Antigen capture and presentation by DCs. In addition to epithelial cell transport, antigen uptake by M cells in Peyer's patches and by DCs expanding dendrites between epithelial cells allows the transfer of intact antigen across the intestinal barrier in adult rodents.2, 62 However, their direct role in oral tolerance induction is uncertain. Where tolerance induction takes place is a matter of debate, but the best evidence suggests that mesenteric lymph nodes have a crucial role.2, 62, 63 Peyer's patches and mesenteric lymph nodes are already present at birth in both rodents and humans,64 and microbial microbiota and diet affect their development (see below). In addition to antigen uptake, some DC subpopulations are specialized in tolerance induction in the gut. In particular, one subpopulation expressing CD103 has a key role in the induction of Tregs in mesenteric lymph nodes through the local production of retinoic acid.65, 66 The absolute number of DCs is reduced by several logs in the neonate body as compared with adults. There are also differences in the representation of various subpopulations, such as plasmacytoid DCs, that are more numerous in neonates as well as in their function, such as IL-12 secretion, which is reduced in neonates.67 Few reports describe the presence of DCs in gut mucosa and gut-associated lymphoid tissues in neonates. Thus, major histocompatibility complex class II–positive cells with DC morphology have been identified in neonatal lamina propria and the mesenteric lymph nodes.68, 69 However, where oral tolerance induction takes place in the neonate and which cells are involved in this process need clarification.

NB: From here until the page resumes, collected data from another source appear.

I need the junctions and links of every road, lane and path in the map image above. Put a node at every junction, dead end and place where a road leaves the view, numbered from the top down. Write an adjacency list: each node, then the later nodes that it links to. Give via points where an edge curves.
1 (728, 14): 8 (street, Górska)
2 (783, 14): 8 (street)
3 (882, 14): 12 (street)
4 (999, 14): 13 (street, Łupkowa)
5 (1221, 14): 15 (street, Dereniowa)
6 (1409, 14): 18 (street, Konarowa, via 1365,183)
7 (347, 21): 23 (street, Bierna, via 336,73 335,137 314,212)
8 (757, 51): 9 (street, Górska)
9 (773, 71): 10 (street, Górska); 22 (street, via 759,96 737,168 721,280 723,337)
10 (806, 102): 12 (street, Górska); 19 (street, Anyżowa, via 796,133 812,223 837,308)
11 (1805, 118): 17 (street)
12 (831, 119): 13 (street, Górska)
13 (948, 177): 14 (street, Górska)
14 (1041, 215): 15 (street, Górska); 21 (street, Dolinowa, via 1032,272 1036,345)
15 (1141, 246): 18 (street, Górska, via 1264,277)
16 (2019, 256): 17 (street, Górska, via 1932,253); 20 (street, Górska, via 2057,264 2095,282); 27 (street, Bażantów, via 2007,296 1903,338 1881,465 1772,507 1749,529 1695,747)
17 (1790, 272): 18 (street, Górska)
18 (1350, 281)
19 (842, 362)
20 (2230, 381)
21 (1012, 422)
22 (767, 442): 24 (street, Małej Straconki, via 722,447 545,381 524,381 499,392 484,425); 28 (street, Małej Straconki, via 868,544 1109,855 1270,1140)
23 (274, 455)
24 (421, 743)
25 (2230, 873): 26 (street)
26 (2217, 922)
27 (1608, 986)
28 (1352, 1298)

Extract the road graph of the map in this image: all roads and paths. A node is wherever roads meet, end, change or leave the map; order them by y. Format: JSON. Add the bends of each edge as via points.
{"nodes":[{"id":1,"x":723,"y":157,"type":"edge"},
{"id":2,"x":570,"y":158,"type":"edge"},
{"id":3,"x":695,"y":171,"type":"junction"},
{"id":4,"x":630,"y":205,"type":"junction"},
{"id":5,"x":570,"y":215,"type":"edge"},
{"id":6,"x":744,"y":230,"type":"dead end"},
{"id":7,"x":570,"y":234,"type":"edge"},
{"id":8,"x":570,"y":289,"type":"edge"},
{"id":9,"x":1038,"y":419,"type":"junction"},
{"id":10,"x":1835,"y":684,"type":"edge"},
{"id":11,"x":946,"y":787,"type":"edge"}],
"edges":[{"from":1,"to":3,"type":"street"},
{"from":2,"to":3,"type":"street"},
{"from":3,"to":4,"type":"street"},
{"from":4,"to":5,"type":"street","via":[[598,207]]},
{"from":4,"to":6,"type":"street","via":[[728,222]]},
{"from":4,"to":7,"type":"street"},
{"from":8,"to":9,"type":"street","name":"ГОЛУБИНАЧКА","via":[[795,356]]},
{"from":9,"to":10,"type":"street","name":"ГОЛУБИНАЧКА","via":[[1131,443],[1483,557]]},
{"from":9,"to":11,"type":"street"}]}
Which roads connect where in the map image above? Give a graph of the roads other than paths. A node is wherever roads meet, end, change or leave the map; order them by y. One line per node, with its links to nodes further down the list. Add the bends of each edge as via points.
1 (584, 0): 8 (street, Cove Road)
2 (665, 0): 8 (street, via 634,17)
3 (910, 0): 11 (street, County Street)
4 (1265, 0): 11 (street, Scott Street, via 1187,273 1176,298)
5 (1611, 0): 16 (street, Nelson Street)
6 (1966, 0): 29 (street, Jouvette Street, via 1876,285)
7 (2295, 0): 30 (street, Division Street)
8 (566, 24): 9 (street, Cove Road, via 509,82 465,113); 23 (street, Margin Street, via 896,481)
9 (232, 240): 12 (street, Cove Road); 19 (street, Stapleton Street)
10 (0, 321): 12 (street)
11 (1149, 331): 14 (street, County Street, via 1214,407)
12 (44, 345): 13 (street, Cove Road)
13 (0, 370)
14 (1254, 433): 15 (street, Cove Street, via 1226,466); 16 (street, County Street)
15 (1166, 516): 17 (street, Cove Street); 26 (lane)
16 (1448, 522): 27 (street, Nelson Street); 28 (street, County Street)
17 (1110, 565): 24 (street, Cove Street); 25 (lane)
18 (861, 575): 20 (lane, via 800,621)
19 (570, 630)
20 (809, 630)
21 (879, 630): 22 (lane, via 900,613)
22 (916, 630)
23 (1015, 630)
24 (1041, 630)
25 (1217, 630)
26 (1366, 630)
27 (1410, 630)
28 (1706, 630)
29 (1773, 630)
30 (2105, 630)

Is the neonatal immune system prone to tolerance induction upon antigen presentation of orally administered antigen?
Once an antigen has crossed the intestinal barrier, tolerance induction requires its presentation to lymphocytes followed by their deletion or the induction of Tregs. Pioneer studies by Medawar suggested that the neonatal immune system is immunologically immature and prone to tolerance induction.70, 71 This was shown in a mouse model in which systemic administration of an alloantigen in utero or in the perinatal period resulted in tolerance in adulthood to a skin graft expressing the same alloantigen, whereas the same protocol in adult led to accelerated graft rejection.70, 71 Later studies showed not only that neonates are biased for T helper type 2 cell responses as compared with adults but also that any kind of immune response could be induced in neonates under appropriate conditions.67, 73, 74, 75 Thus, by modifying the dose of antigen, the adjuvant used, or the ratio of antigen-presenting cells to responder cells, adult-like effector immune responses could be induced in neonates. The concept of immune system immaturity in neonates has been established on the basis of rodent studies. Compared with data obtained from humans, it appears that mice are immunologically less mature at birth than humans, and it has been proposed that 7-day-old mice are most comparable to human newborns.67 Nevertheless, a process of immune maturation is also observed in humans, as illustrated by the observation that many food allergies, such as cow's milk allergy in early infancy, have a high spontaneous remission rate at around 3 years of age, most likely due to a progressive shift from T helper type 2 cells’ immune response to Treg induction.76
Although genetic factors are important risk factors for defective tolerance induction and allergy development,77, 78, 79 they cannot be modified. However, there is compelling evidence that modifiable factors such as gut bacterial colonization and diet have a key role in the maturation of the neonatal immune system and its further susceptibility to tolerance induction.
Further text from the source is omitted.